**Goal of the exercise**
Every line that contains the word "Carrera" is to be copied from the listing.

(Beginning of Data for processing)

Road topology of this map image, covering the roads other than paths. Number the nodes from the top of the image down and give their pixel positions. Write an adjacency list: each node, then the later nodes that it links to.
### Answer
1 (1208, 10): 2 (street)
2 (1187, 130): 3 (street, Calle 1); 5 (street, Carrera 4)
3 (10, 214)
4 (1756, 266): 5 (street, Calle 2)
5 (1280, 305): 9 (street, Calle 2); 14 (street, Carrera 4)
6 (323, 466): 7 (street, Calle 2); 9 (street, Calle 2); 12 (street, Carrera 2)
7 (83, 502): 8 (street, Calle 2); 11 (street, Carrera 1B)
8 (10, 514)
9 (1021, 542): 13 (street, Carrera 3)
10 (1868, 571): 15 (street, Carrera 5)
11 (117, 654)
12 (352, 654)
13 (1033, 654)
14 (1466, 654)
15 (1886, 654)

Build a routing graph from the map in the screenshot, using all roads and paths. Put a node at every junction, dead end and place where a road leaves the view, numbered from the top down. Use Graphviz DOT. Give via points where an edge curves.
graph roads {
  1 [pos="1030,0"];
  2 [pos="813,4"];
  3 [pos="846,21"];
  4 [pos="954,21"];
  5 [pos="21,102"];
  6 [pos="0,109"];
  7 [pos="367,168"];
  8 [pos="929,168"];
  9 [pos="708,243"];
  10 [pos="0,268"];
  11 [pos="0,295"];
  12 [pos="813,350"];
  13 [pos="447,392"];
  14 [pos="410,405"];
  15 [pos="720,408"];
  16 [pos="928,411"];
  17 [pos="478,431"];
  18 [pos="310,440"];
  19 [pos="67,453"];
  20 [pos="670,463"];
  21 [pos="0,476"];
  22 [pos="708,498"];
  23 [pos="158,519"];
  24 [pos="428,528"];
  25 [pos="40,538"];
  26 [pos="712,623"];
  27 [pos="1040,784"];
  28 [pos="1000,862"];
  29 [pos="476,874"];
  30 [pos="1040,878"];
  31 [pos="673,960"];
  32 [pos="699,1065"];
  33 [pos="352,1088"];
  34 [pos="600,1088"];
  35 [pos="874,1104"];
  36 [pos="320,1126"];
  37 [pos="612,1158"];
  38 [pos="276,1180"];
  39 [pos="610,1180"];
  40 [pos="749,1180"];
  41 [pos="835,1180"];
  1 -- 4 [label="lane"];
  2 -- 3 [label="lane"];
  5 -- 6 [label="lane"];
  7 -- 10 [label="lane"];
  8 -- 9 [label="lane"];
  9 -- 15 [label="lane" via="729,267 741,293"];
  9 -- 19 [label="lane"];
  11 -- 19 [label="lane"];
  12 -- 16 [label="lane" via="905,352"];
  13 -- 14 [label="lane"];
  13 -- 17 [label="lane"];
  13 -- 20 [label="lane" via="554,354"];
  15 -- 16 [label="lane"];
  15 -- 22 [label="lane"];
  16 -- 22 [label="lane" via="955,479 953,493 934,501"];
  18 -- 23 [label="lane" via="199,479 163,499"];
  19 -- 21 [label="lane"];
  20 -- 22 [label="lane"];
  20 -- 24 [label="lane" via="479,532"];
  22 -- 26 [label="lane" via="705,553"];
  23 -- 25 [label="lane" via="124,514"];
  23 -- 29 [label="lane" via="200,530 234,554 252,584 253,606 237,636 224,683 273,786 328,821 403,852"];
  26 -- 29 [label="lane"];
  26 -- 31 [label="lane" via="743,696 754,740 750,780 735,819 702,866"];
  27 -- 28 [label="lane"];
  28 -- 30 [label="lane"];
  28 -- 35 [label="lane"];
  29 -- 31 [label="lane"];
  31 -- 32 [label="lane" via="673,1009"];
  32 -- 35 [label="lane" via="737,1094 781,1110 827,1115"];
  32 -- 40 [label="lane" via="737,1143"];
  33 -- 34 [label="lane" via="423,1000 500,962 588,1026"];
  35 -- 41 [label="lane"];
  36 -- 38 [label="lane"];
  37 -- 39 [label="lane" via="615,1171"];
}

(End of Data for processing)

**Finished task**
2 (1187, 130): 3 (street, Calle 1); 5 (street, Carrera 4)
5 (1280, 305): 9 (street, Calle 2); 14 (street, Carrera 4)
6 (323, 466): 7 (street, Calle 2); 9 (street, Calle 2); 12 (street, Carrera 2)
7 (83, 502): 8 (street, Calle 2); 11 (street, Carrera 1B)
9 (1021, 542): 13 (street, Carrera 3)
10 (1868, 571): 15 (street, Carrera 5)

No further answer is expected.